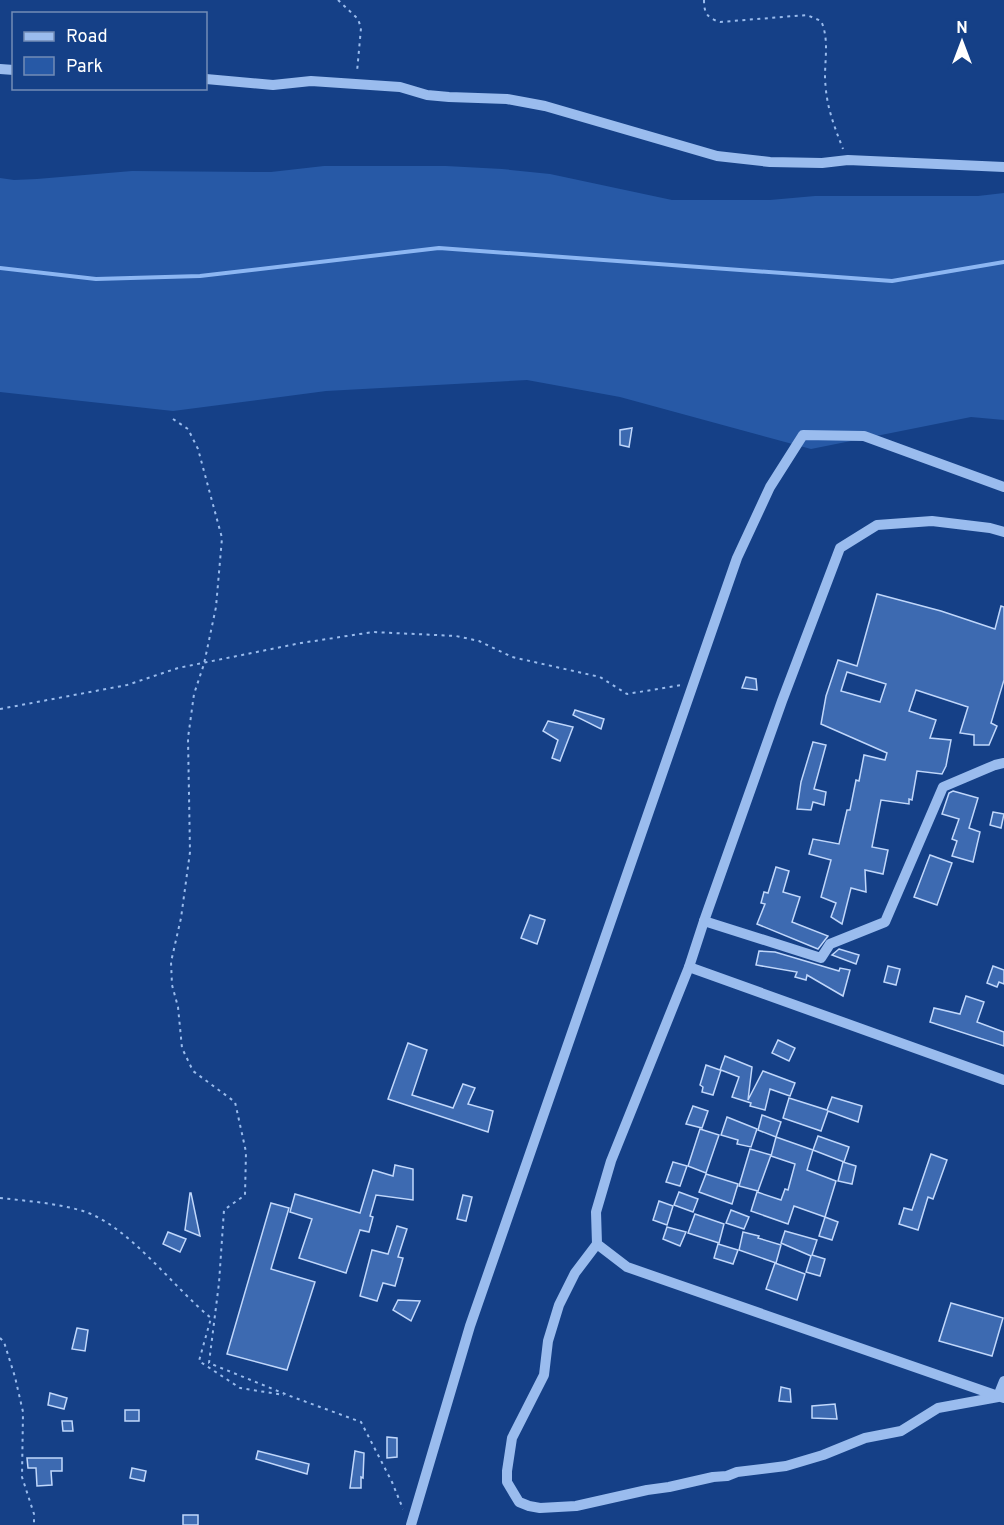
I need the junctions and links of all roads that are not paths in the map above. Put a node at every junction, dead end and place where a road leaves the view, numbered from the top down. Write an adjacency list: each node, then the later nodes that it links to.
1 (207, 79): 2 (street)
2 (1004, 167)
3 (1004, 488): 12 (street)
4 (1004, 532): 6 (street)
5 (1004, 764): 6 (street)
6 (704, 921): 7 (street)
7 (689, 967): 8 (street); 9 (street)
8 (1004, 1080)
9 (597, 1244): 11 (street); 11 (street)
10 (1004, 1381): 11 (street)
11 (1001, 1397)
12 (411, 1525)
──────────
### Problem details
Exclude the pictures and repeat the entries word for word.

### Answer space
I need the junctions and links of all roads that are not paths in the map above. Put a node at every junction, dead end and place where a road leaves the view, numbered from the top down. Write an adjacency list: each node, then the later nodes that it links to.
1 (207, 79): 2 (street)
2 (1004, 167)
3 (1004, 488): 12 (street)
4 (1004, 532): 6 (street)
5 (1004, 764): 6 (street)
6 (704, 921): 7 (street)
7 (689, 967): 8 (street); 9 (street)
8 (1004, 1080)
9 (597, 1244): 11 (street); 11 (street)
10 (1004, 1381): 11 (street)
11 (1001, 1397)
12 (411, 1525)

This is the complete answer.